Start of Block

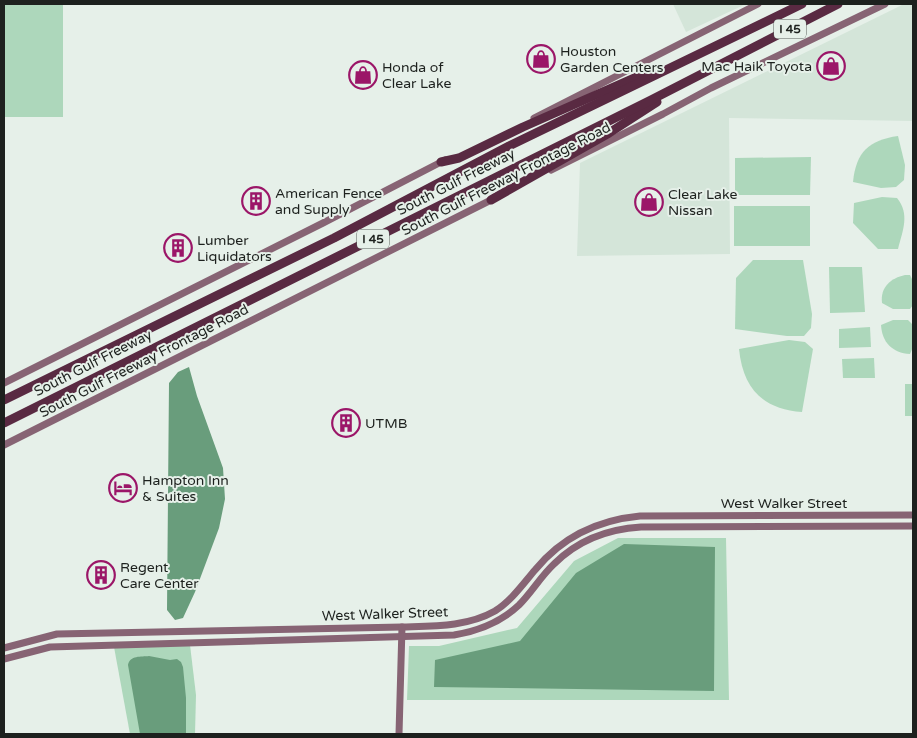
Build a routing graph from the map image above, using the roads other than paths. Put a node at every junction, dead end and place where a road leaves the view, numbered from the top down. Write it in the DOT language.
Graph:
graph roads {
  1 [pos="758,4"];
  2 [pos="802,4"];
  3 [pos="838,4"];
  4 [pos="885,4"];
  5 [pos="790,9"];
  6 [pos="741,54"];
  7 [pos="441,162"];
  8 [pos="491,200"];
  9 [pos="4,383"];
  10 [pos="4,400"];
  11 [pos="4,423"];
  12 [pos="4,445"];
  13 [pos="913,515"];
  14 [pos="913,526"];
  15 [pos="402,627"];
  16 [pos="401,637"];
  17 [pos="4,648"];
  18 [pos="4,659"];
  19 [pos="399,734"];
  1 -- 7 [label="street"];
  2 -- 5 [label="highway, South Gulf Freeway / I 45"];
  3 -- 6 [label="highway, South Gulf Freeway / I 45"];
  4 -- 8 [label="street, South Gulf Freeway Frontage Road"];
  5 -- 7 [label="highway"];
  5 -- 10 [label="highway, South Gulf Freeway / I 45"];
  6 -- 8 [label="highway"];
  6 -- 11 [label="highway, South Gulf Freeway / I 45"];
  7 -- 9 [label="street"];
  8 -- 12 [label="street, South Gulf Freeway Frontage Road"];
  13 -- 15 [label="street, West Walker Street"];
  14 -- 16 [label="street, West Walker Street"];
  15 -- 16 [label="street"];
  15 -- 17 [label="street, West Walker Street"];
  16 -- 18 [label="street, West Walker Street"];
  16 -- 19 [label="street"];
}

End of Block

== Work instructions ==
Return the records above exactly as written. Do not include their images.

== Solution to the exercise ==
Build a routing graph from the map image above, using the roads other than paths. Put a node at every junction, dead end and place where a road leaves the view, numbered from the top down. Write it in the DOT language.
Graph:
graph roads {
  1 [pos="758,4"];
  2 [pos="802,4"];
  3 [pos="838,4"];
  4 [pos="885,4"];
  5 [pos="790,9"];
  6 [pos="741,54"];
  7 [pos="441,162"];
  8 [pos="491,200"];
  9 [pos="4,383"];
  10 [pos="4,400"];
  11 [pos="4,423"];
  12 [pos="4,445"];
  13 [pos="913,515"];
  14 [pos="913,526"];
  15 [pos="402,627"];
  16 [pos="401,637"];
  17 [pos="4,648"];
  18 [pos="4,659"];
  19 [pos="399,734"];
  1 -- 7 [label="street"];
  2 -- 5 [label="highway, South Gulf Freeway / I 45"];
  3 -- 6 [label="highway, South Gulf Freeway / I 45"];
  4 -- 8 [label="street, South Gulf Freeway Frontage Road"];
  5 -- 7 [label="highway"];
  5 -- 10 [label="highway, South Gulf Freeway / I 45"];
  6 -- 8 [label="highway"];
  6 -- 11 [label="highway, South Gulf Freeway / I 45"];
  7 -- 9 [label="street"];
  8 -- 12 [label="street, South Gulf Freeway Frontage Road"];
  13 -- 15 [label="street, West Walker Street"];
  14 -- 16 [label="street, West Walker Street"];
  15 -- 16 [label="street"];
  15 -- 17 [label="street, West Walker Street"];
  16 -- 18 [label="street, West Walker Street"];
  16 -- 19 [label="street"];
}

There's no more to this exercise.